Gold prices fell on Friday as a stronger dollar and rise in Treasury yields weighed on investors’ sentiment.
Though gold traded in the red on Friday, prices were still on track to notch up some mild weekly gains.
This will mark the third consecutive week of gains for gold.
Other precious metals such as palladium extended its heavy gains from the previous session due to risk to supply.
Among industrial metals, copper futures on the London Metal Exchange fell sharply by half a percentage.
Gold underpinned by safe-haven demand
Even as gold prices are down, the yellow metal is underpinned by geopolitical tensions and uncertainties surrounding the US Presidential elections.
In the Middle East, escalating tensions have increased safe-haven flows for gold.
Reuters reported on Friday that three Lebanese journalists were killed by a bombing of a guesthouse used by members of the international press.
This comes amid US Secretary of State Anthony Blinken’s visit to Doha, where he is scheduled to meet representatives from Israel and Qatar.

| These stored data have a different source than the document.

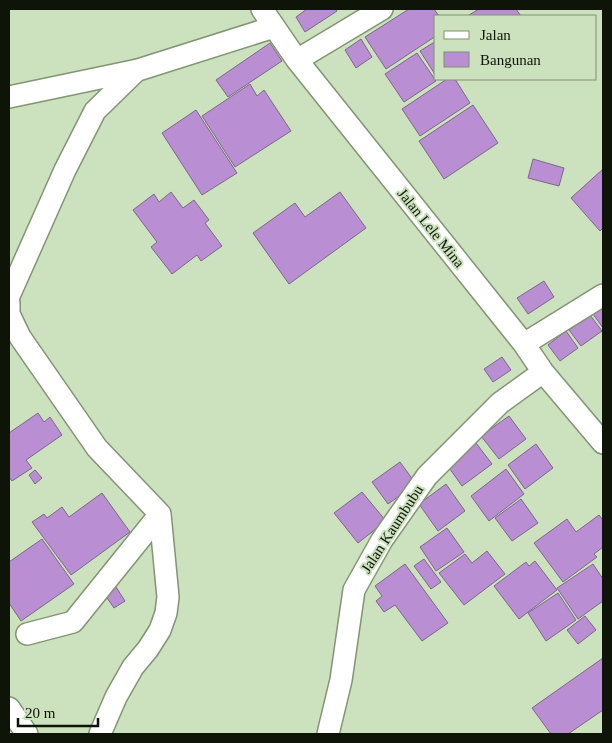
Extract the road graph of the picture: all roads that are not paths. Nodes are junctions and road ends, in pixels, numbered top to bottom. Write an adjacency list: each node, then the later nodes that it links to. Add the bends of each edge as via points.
1 (262, 9): 3 (street, Jalan Lele Mina)
2 (382, 9): 4 (street)
3 (274, 27): 4 (street, Jalan Lele Mina); 5 (street)
4 (297, 60): 10 (street, Jalan Lele Mina)
5 (138, 70): 6 (street); 8 (street, via 95,112 65,170)
6 (9, 97)
7 (603, 295): 10 (street)
8 (9, 296)
9 (9, 303): 13 (street, via 9,314 20,337 97,448)
10 (524, 344): 11 (street, Jalan Lele Mina)
11 (543, 372): 12 (street, Jalan Lele Mina); 18 (street, Jalan Kaumbubu, via 500,403 427,476 382,540 354,590 341,680)
12 (603, 443)
13 (160, 514): 14 (street, via 73,622); 17 (street, via 168,597 166,613 160,630 116,697)
14 (27, 634)
15 (9, 708): 16 (street)
16 (27, 734)
17 (100, 734)
18 (328, 734)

However, senior Hamas official Osama Hamdan told Lebanese pro-Hezbollah news agency Al-Mayadeen there was no change in the group’s position.

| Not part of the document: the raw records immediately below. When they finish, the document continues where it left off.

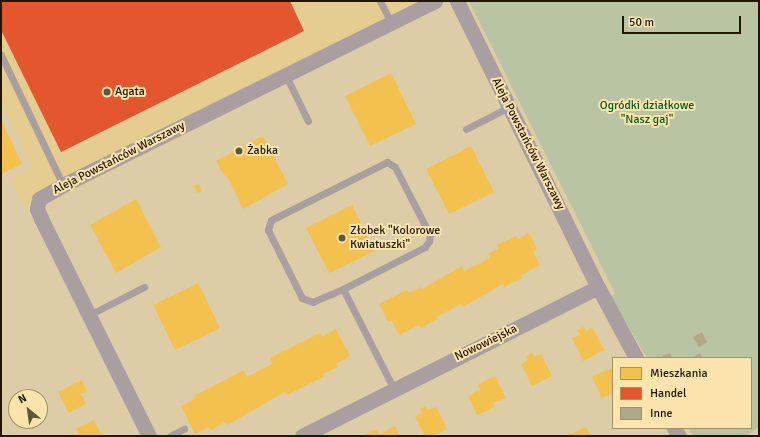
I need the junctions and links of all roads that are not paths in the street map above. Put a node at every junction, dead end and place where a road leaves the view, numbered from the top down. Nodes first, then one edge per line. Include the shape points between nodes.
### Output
1 (380, 1) edge
2 (436, 1) edge
3 (457, 1) edge
4 (391, 24) junction
5 (1, 55) edge
6 (286, 76) junction
7 (509, 107) junction
8 (308, 121) dead end
9 (466, 129) dead end
10 (63, 185) junction
11 (144, 287) dead end
12 (598, 287) junction
13 (343, 289) junction
14 (89, 315) junction
15 (635, 357) edge
16 (394, 389) junction
17 (184, 429) dead end
18 (150, 436) edge
19 (170, 436) edge
20 (302, 436) edge

1 - 4 lane
2 - 4 street, Aleja Powstańców Warszawy
3 - 7 street, Aleja Powstańców Warszawy
4 - 6 street, Aleja Powstańców Warszawy
5 - 10 lane
6 - 8 lane
6 - 10 street, Aleja Powstańców Warszawy
7 - 9 lane
7 - 12 street, Aleja Powstańców Warszawy
10 - 14 street, Aleja Powstańców Warszawy via 40,199 37,209
11 - 14 lane
12 - 15 street
12 - 16 street, Nowowiejska
13 - 13 lane via 425,247 429,242 430,235 395,167 387,162 271,220 268,230 302,298 313,302
13 - 16 lane
14 - 18 street, Aleja Powstańców Warszawy
16 - 20 street, Nowowiejska
17 - 19 lane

At the time of writing, the most-active December gold contract on COMEX was $2,741.60 per ounce, down 0.3% from the previous close.
US election keeps traders on toes
Adding to the series of developments in the Middle East is the news that Republican candidate Donald Trump is edging ahead in his battle with Vice President Kamala Harris.

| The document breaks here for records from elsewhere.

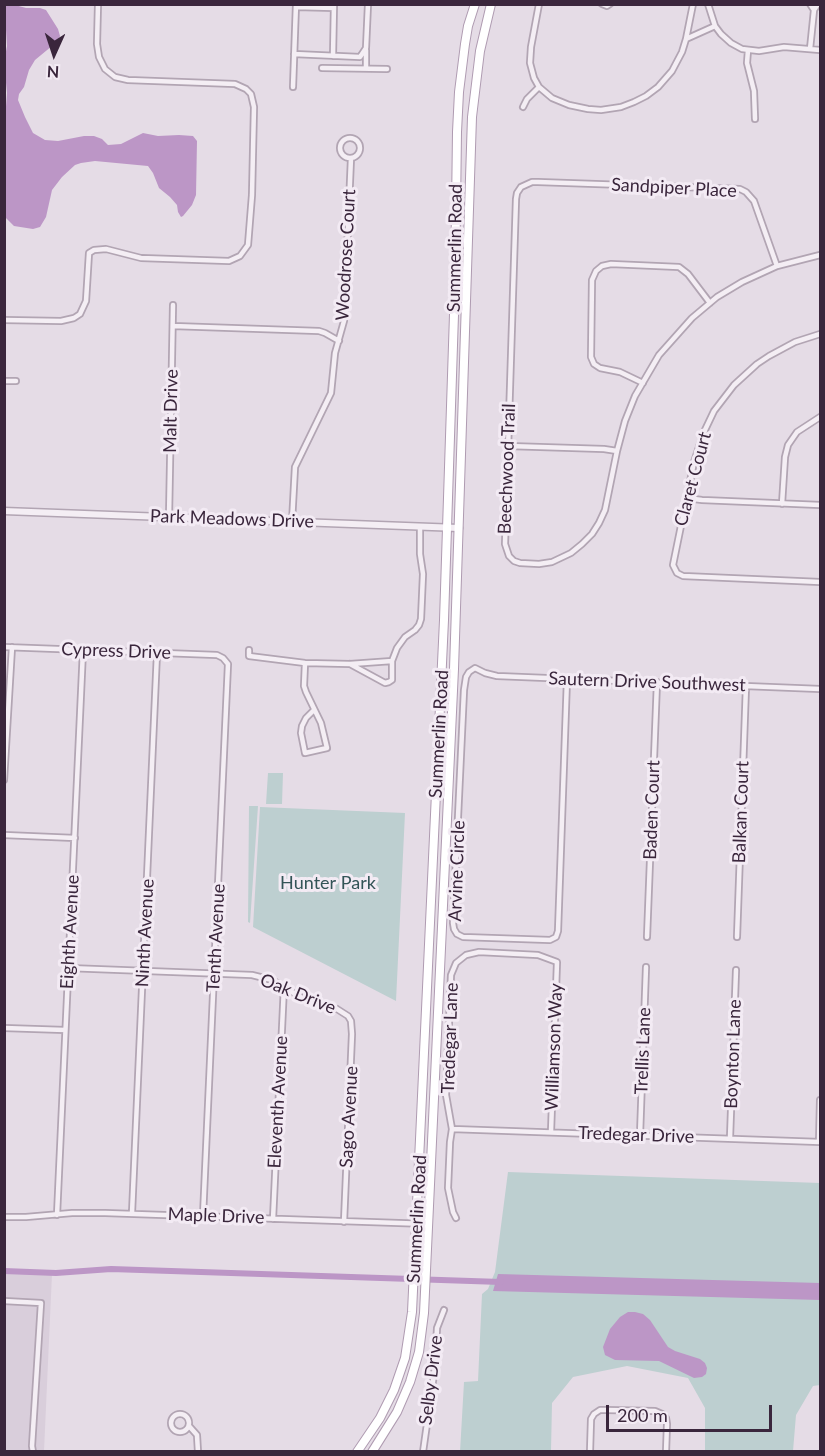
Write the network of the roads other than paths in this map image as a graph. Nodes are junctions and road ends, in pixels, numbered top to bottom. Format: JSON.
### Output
{"nodes":[{"id":1,"x":98,"y":4,"type":"edge"},
{"id":2,"x":368,"y":4,"type":"edge"},
{"id":3,"x":474,"y":4,"type":"edge"},
{"id":4,"x":491,"y":4,"type":"edge"},
{"id":5,"x":539,"y":4,"type":"edge"},
{"id":6,"x":602,"y":4,"type":"edge"},
{"id":7,"x":610,"y":4,"type":"edge"},
{"id":8,"x":693,"y":4,"type":"edge"},
{"id":9,"x":708,"y":4,"type":"edge"},
{"id":10,"x":810,"y":4,"type":"edge"},
{"id":11,"x":818,"y":4,"type":"edge"},
{"id":12,"x":296,"y":6,"type":"edge"},
{"id":13,"x":334,"y":6,"type":"edge"},
{"id":14,"x":814,"y":10,"type":"junction"},
{"id":15,"x":715,"y":26,"type":"junction"},
{"id":16,"x":686,"y":39,"type":"junction"},
{"id":17,"x":366,"y":48,"type":"junction"},
{"id":18,"x":810,"y":49,"type":"junction"},
{"id":19,"x":748,"y":50,"type":"junction"},
{"id":20,"x":820,"y":50,"type":"edge"},
{"id":21,"x":294,"y":54,"type":"junction"},
{"id":22,"x":333,"y":56,"type":"junction"},
{"id":23,"x":322,"y":68,"type":"dead end"},
{"id":24,"x":366,"y":68,"type":"junction"},
{"id":25,"x":387,"y":69,"type":"dead end"},
{"id":26,"x":293,"y":87,"type":"dead end"},
{"id":27,"x":539,"y":87,"type":"junction"},
{"id":28,"x":523,"y":107,"type":"dead end"},
{"id":29,"x":755,"y":119,"type":"dead end"},
{"id":30,"x":351,"y":158,"type":"junction"},
{"id":31,"x":521,"y":188,"type":"joint"},
{"id":32,"x":820,"y":255,"type":"edge"},
{"id":33,"x":777,"y":266,"type":"junction"},
{"id":34,"x":710,"y":303,"type":"junction"},
{"id":35,"x":173,"y":305,"type":"dead end"},
{"id":36,"x":4,"y":320,"type":"edge"},
{"id":37,"x":173,"y":326,"type":"junction"},
{"id":38,"x":820,"y":334,"type":"edge"},
{"id":39,"x":339,"y":341,"type":"junction"},
{"id":40,"x":4,"y":381,"type":"edge"},
{"id":41,"x":16,"y":381,"type":"dead end"},
{"id":42,"x":642,"y":383,"type":"junction"},
{"id":43,"x":820,"y":417,"type":"edge"},
{"id":44,"x":508,"y":446,"type":"junction"},
{"id":45,"x":617,"y":451,"type":"junction"},
{"id":46,"x":686,"y":498,"type":"junction"},
{"id":47,"x":782,"y":504,"type":"junction"},
{"id":48,"x":820,"y":505,"type":"edge"},
{"id":49,"x":4,"y":511,"type":"edge"},
{"id":50,"x":169,"y":517,"type":"junction"},
{"id":51,"x":292,"y":522,"type":"junction"},
{"id":52,"x":420,"y":527,"type":"junction"},
{"id":53,"x":447,"y":528,"type":"junction"},
{"id":54,"x":459,"y":528,"type":"junction"},
{"id":55,"x":820,"y":582,"type":"edge"},
{"id":56,"x":4,"y":647,"type":"edge"},
{"id":57,"x":12,"y":647,"type":"junction"},
{"id":58,"x":83,"y":650,"type":"junction"},
{"id":59,"x":249,"y":650,"type":"dead end"},
{"id":60,"x":157,"y":653,"type":"junction"},
{"id":61,"x":225,"y":660,"type":"joint"},
{"id":62,"x":392,"y":661,"type":"junction"},
{"id":63,"x":305,"y":663,"type":"junction"},
{"id":64,"x":350,"y":664,"type":"junction"},
{"id":65,"x":475,"y":668,"type":"joint"},
{"id":66,"x":567,"y":679,"type":"junction"},
{"id":67,"x":657,"y":682,"type":"junction"},
{"id":68,"x":746,"y":686,"type":"junction"},
{"id":69,"x":820,"y":689,"type":"edge"},
{"id":70,"x":314,"y":710,"type":"junction"},
{"id":71,"x":4,"y":780,"type":"edge"},
{"id":72,"x":4,"y":835,"type":"edge"},
{"id":73,"x":75,"y":838,"type":"junction"},
{"id":74,"x":647,"y":937,"type":"dead end"},
{"id":75,"x":737,"y":937,"type":"dead end"},
{"id":76,"x":557,"y":962,"type":"joint"},
{"id":77,"x":646,"y":967,"type":"dead end"},
{"id":78,"x":68,"y":968,"type":"junction"},
{"id":79,"x":736,"y":970,"type":"dead end"},
{"id":80,"x":143,"y":971,"type":"junction"},
{"id":81,"x":214,"y":973,"type":"junction"},
{"id":82,"x":284,"y":986,"type":"junction"},
{"id":83,"x":346,"y":1015,"type":"joint"},
{"id":84,"x":4,"y":1028,"type":"edge"},
{"id":85,"x":66,"y":1030,"type":"junction"},
{"id":86,"x":820,"y":1100,"type":"edge"},
{"id":87,"x":452,"y":1129,"type":"junction"},
{"id":88,"x":551,"y":1132,"type":"junction"},
{"id":89,"x":640,"y":1135,"type":"junction"},
{"id":90,"x":730,"y":1138,"type":"junction"},
{"id":91,"x":820,"y":1142,"type":"edge"},
{"id":92,"x":132,"y":1213,"type":"junction"},
{"id":93,"x":57,"y":1215,"type":"junction"},
{"id":94,"x":203,"y":1216,"type":"junction"},
{"id":95,"x":4,"y":1217,"type":"edge"},
{"id":96,"x":456,"y":1218,"type":"dead end"},
{"id":97,"x":273,"y":1219,"type":"junction"},
{"id":98,"x":344,"y":1222,"type":"junction"},
{"id":99,"x":417,"y":1224,"type":"junction"},
{"id":100,"x":428,"y":1224,"type":"junction"},
{"id":101,"x":4,"y":1301,"type":"edge"},
{"id":102,"x":444,"y":1310,"type":"dead end"},
{"id":103,"x":189,"y":1426,"type":"junction"},
{"id":104,"x":33,"y":1452,"type":"edge"},
{"id":105,"x":198,"y":1452,"type":"edge"},
{"id":106,"x":357,"y":1452,"type":"edge"},
{"id":107,"x":372,"y":1452,"type":"edge"},
{"id":108,"x":423,"y":1452,"type":"edge"},
{"id":109,"x":590,"y":1452,"type":"edge"},
{"id":110,"x":666,"y":1452,"type":"edge"}],
"edges":[{"from":1,"to":36,"type":"street"},
{"from":2,"to":17,"type":"street"},
{"from":3,"to":53,"type":"main road","name":"Summerlin Road"},
{"from":4,"to":54,"type":"main road","name":"Summerlin Road"},
{"from":5,"to":27,"type":"street"},
{"from":6,"to":7,"type":"street"},
{"from":8,"to":16,"type":"street"},
{"from":9,"to":15,"type":"street"},
{"from":10,"to":14,"type":"street"},
{"from":11,"to":14,"type":"street"},
{"from":12,"to":13,"type":"street"},
{"from":12,"to":21,"type":"street"},
{"from":13,"to":22,"type":"street"},
{"from":14,"to":18,"type":"street"},
{"from":15,"to":16,"type":"street"},
{"from":15,"to":19,"type":"street"},
{"from":16,"to":27,"type":"street"},
{"from":17,"to":22,"type":"street"},
{"from":17,"to":24,"type":"street"},
{"from":18,"to":19,"type":"street"},
{"from":18,"to":20,"type":"street"},
{"from":19,"to":29,"type":"street"},
{"from":21,"to":22,"type":"street"},
{"from":21,"to":26,"type":"street"},
{"from":23,"to":24,"type":"street"},
{"from":24,"to":25,"type":"street"},
{"from":27,"to":28,"type":"street"},
{"from":30,"to":30,"type":"street","name":"Woodrose Court"},
{"from":30,"to":39,"type":"street","name":"Woodrose Court"},
{"from":31,"to":33,"type":"street","name":"Sandpiper Place"},
{"from":31,"to":44,"type":"street","name":"Beechwood Trail"},
{"from":32,"to":33,"type":"street","name":"Beechwood Trail"},
{"from":33,"to":34,"type":"street","name":"Beechwood Trail"},
{"from":34,"to":42,"type":"street","name":"Beechwood Trail"},
{"from":34,"to":42,"type":"street"},
{"from":35,"to":37,"type":"street","name":"Malt Drive"},
{"from":37,"to":39,"type":"street"},
{"from":37,"to":50,"type":"street","name":"Malt Drive"},
{"from":38,"to":46,"type":"street","name":"Claret Court"},
{"from":39,"to":51,"type":"street","name":"Woodrose Court"},
{"from":40,"to":41,"type":"street"},
{"from":42,"to":45,"type":"street","name":"Beechwood Trail"},
{"from":43,"to":47,"type":"street"},
{"from":44,"to":45,"type":"street"},
{"from":44,"to":45,"type":"street","name":"Beechwood Trail"},
{"from":46,"to":47,"type":"street"},
{"from":46,"to":55,"type":"street","name":"Claret Court"},
{"from":47,"to":48,"type":"street"},
{"from":49,"to":50,"type":"street","name":"Park Meadows Drive"},
{"from":50,"to":51,"type":"street","name":"Park Meadows Drive"},
{"from":51,"to":52,"type":"street","name":"Park Meadows Drive"},
{"from":52,"to":53,"type":"street","name":"Park Meadows Drive"},
{"from":52,"to":62,"type":"street"},
{"from":53,"to":54,"type":"street","name":"Park Meadows Drive"},
{"from":53,"to":99,"type":"main road","name":"Summerlin Road"},
{"from":54,"to":100,"type":"main road","name":"Summerlin Road"},
{"from":56,"to":57,"type":"street","name":"Cypress Drive"},
{"from":57,"to":58,"type":"street","name":"Cypress Drive"},
{"from":57,"to":71,"type":"street"},
{"from":58,"to":60,"type":"street","name":"Cypress Drive"},
{"from":58,"to":73,"type":"street","name":"Eighth Avenue"},
{"from":59,"to":63,"type":"street"},
{"from":60,"to":61,"type":"street","name":"Cypress Drive"},
{"from":60,"to":80,"type":"street","name":"Ninth Avenue"},
{"from":61,"to":81,"type":"street","name":"Tenth Avenue"},
{"from":62,"to":64,"type":"street"},
{"from":62,"to":64,"type":"street"},
{"from":63,"to":64,"type":"street"},
{"from":63,"to":70,"type":"street"},
{"from":65,"to":66,"type":"street","name":"Sautern Drive Southwest"},
{"from":65,"to":66,"type":"street","name":"Arvine Circle"},
{"from":66,"to":67,"type":"street","name":"Sautern Drive Southwest"},
{"from":67,"to":68,"type":"street","name":"Sautern Drive Southwest"},
{"from":67,"to":74,"type":"street","name":"Baden Court"},
{"from":68,"to":69,"type":"street","name":"Sautern Drive Southwest"},
{"from":68,"to":75,"type":"street","name":"Balkan Court"},
{"from":70,"to":70,"type":"street"},
{"from":72,"to":73,"type":"street"},
{"from":73,"to":78,"type":"street","name":"Eighth Avenue"},
{"from":76,"to":87,"type":"street","name":"Tredegar Lane"},
{"from":76,"to":88,"type":"street","name":"Williamson Way"},
{"from":77,"to":89,"type":"street","name":"Trellis Lane"},
{"from":78,"to":80,"type":"street","name":"Oak Drive"},
{"from":78,"to":85,"type":"street","name":"Eighth Avenue"},
{"from":79,"to":90,"type":"street","name":"Boynton Lane"},
{"from":80,"to":81,"type":"street","name":"Oak Drive"},
{"from":80,"to":92,"type":"street","name":"Ninth Avenue"},
{"from":81,"to":82,"type":"street","name":"Oak Drive"},
{"from":81,"to":94,"type":"street","name":"Tenth Avenue"},
{"from":82,"to":83,"type":"street","name":"Oak Drive"},
{"from":82,"to":97,"type":"street","name":"Eleventh Avenue"},
{"from":83,"to":98,"type":"street","name":"Sago Avenue"},
{"from":84,"to":85,"type":"street"},
{"from":85,"to":93,"type":"street","name":"Eighth Avenue"},
{"from":86,"to":91,"type":"street"},
{"from":87,"to":88,"type":"street","name":"Tredegar Drive"},
{"from":87,"to":96,"type":"street","name":"Tredegar Lane"},
{"from":88,"to":89,"type":"street","name":"Tredegar Drive"},
{"from":89,"to":90,"type":"street","name":"Tredegar Drive"},
{"from":90,"to":91,"type":"street","name":"Tredegar Drive"},
{"from":92,"to":93,"type":"street","name":"Maple Drive"},
{"from":92,"to":94,"type":"street","name":"Maple Drive"},
{"from":93,"to":95,"type":"street","name":"Maple Drive"},
{"from":94,"to":97,"type":"street","name":"Maple Drive"},
{"from":97,"to":98,"type":"street","name":"Maple Drive"},
{"from":98,"to":99,"type":"street","name":"Maple Drive"},
{"from":99,"to":100,"type":"street","name":"Maple Drive"},
{"from":99,"to":106,"type":"main road","name":"Summerlin Road"},
{"from":100,"to":107,"type":"main road","name":"Summerlin Road"},
{"from":101,"to":104,"type":"street"},
{"from":102,"to":108,"type":"street","name":"Selby Drive"},
{"from":103,"to":103,"type":"street"},
{"from":103,"to":105,"type":"street"},
{"from":109,"to":110,"type":"street"}]}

According to reports, Trump is ahead in key states such as Wisconsin and North Carolina.
“This suggests he has a good chance of winning the US presidential election,” Joaquin Monfort, author at Fxstreet.com, said in a note.
“A Trump win would upset the existing geopolitical order and potentially increase safe-haven flows despite his claims to end conflicts worldwide in a matter of days,” Monfort said.
Copper falls on strong dollar
Copper prices on LME fell on Friday, and were set for a fourth consecutive week of losses.
A stronger dollar makes commodities priced in the greenback more expensive for holders of other currencies, limiting demand.
Copper traders were also doubtful if China’s latest stimulus measures could prop up demand for the red-metal in one of the top consumers.
A meeting of China’s National People’s Congress, which was supposed to provide more cues on stimulus measures, has been delayed till November from late-October, according to a Reuters report.
At the time of writing, the three-month copper contract on LME was at $9,533.50 per ton, down 0.4% from the previous close.
Palladium extends gains
Futures contracts of palladium rose for the second-consecutive trading day on Friday as risks to supply boosted sentiments in the market.
According to informed sources, the US government is set to call on the rest of the G7 to impose sanctions on Russian palladium.
This has been supporting the upswing in prices.
The palladium contract on the New York Mercantile Exchange jumped 9% at times on Thursday to reach its highest level since December last year. At present, prices were 0.4% higher at $1,168 per ounce.
Russia has a dominant position in the palladium market, with one company supplying 40% of the world’s mine supply, according to Commerzbank AG.
Barbara Lambrecht, commodity analyst at Commerzbank, said in a note:
The EU, which imports about half of its palladium, obtained about a third of its imports from Russia in 2021.
The share is likely to have declined, but is likely to remain significant.